Le réseau pour les développeurs > Forums - Accueil > Windows Azure > .NET and ADO.NET Data Service Performance Tips for Windows Azure Tables
Poser une questionPoser une question
 

Permanent.NET and ADO.NET Data Service Performance Tips for Windows Azure Tables

  • jeudi 19 mars 2009 17:31Jai HaridasMSFTMédailles de l'utilisateurMédailles de l'utilisateurMédailles de l'utilisateurMédailles de l'utilisateurMédailles de l'utilisateur
     

    We have collected the common issues that users have come across while using Windows Azure Table and posted some solutions. Some of these are .NET related or ADO.NET Data Services (aka Astoria) related. If you have alternate solutions, please let us know.   If you feel we have missed something important, please let us know and we would like to cover them.  We hope that the list helps  :)

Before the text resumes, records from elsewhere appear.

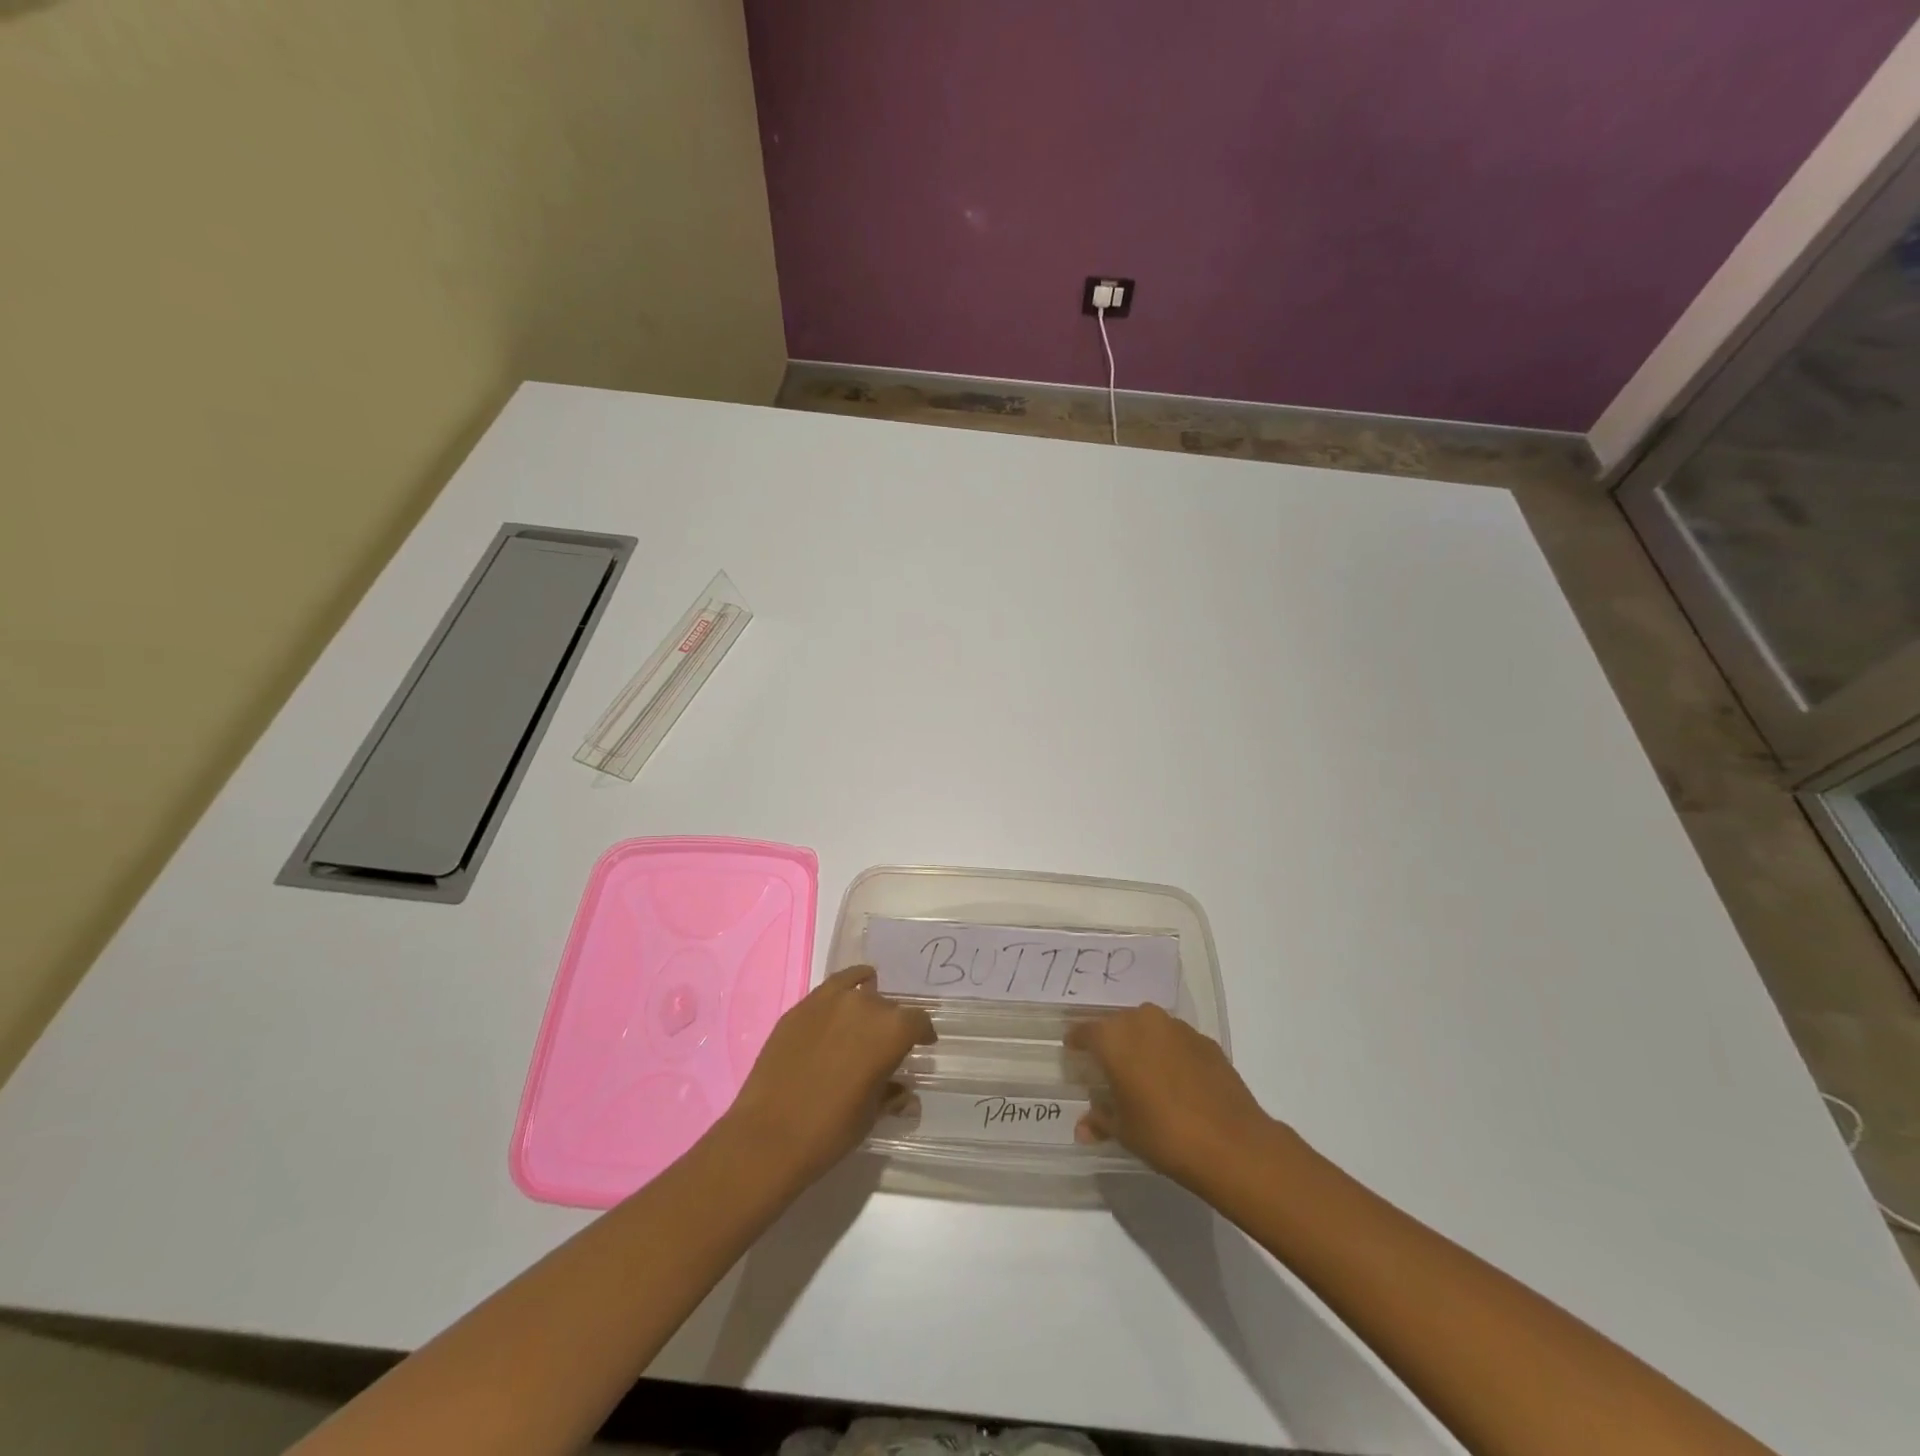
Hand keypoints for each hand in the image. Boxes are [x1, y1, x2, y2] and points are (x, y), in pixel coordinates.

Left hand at [720, 965, 935, 1185]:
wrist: (769, 1135)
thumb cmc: (830, 1130)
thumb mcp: (870, 1115)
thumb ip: (891, 1095)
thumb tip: (906, 1094)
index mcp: (892, 1031)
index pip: (918, 1022)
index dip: (922, 1034)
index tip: (922, 1045)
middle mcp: (866, 1005)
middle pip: (889, 1007)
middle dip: (891, 1024)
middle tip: (884, 1047)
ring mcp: (830, 1000)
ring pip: (861, 991)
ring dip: (867, 1005)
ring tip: (862, 1023)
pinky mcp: (801, 1006)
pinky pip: (833, 987)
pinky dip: (844, 989)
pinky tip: (844, 998)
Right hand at [1067, 1004, 1276, 1189]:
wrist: (1232, 1143)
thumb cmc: (1164, 1134)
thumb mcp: (1124, 1131)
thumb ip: (1100, 1120)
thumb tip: (1082, 1127)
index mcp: (1115, 1037)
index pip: (1086, 1031)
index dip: (1077, 1042)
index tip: (1073, 1052)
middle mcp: (1144, 1021)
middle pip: (1118, 1025)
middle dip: (1111, 1042)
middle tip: (1108, 1066)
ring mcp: (1178, 1028)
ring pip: (1149, 1029)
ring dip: (1142, 1045)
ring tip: (1142, 1073)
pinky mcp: (1206, 1041)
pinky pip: (1176, 1041)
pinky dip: (1170, 1054)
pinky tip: (1175, 1081)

    1> Default .NET HTTP connections is set to 2
    This is a notorious one that has affected many developers. By default, the value for this is 2.  This implies that only 2 concurrent connections can be maintained. This manifests itself as "underlying connection was closed..." when the number of concurrent requests is greater than 2. The default can be increased by setting the following in the application configuration file OR in code.

    Config file:  
      <system.net> 
        <connectionManagement> 
          <add address = "*" maxconnection = "48" /> 
        </connectionManagement> 
      </system.net> 
     
    In code:  
    ServicePointManager.DefaultConnectionLimit = 48

    The exact number depends on your application. http://support.microsoft.com/kb/821268  has good information on how to set this for server side applications.

    One can also set it for a particular uri by specifying the URI in place of "*".  If you are setting it in code, you could use the ServicePoint class rather than the ServicePointManager class i.e.:

    ServicePoint myServicePoint = ServicePointManager.FindServicePoint(myServiceUri);
    myServicePoint.ConnectionLimit = 48.


    2> Turn off 100-continue (saves 1 roundtrip)
    What is 100-continue?  When a client sends a POST/PUT request, it can delay sending the payload by sending an “Expect: 100-continue” header.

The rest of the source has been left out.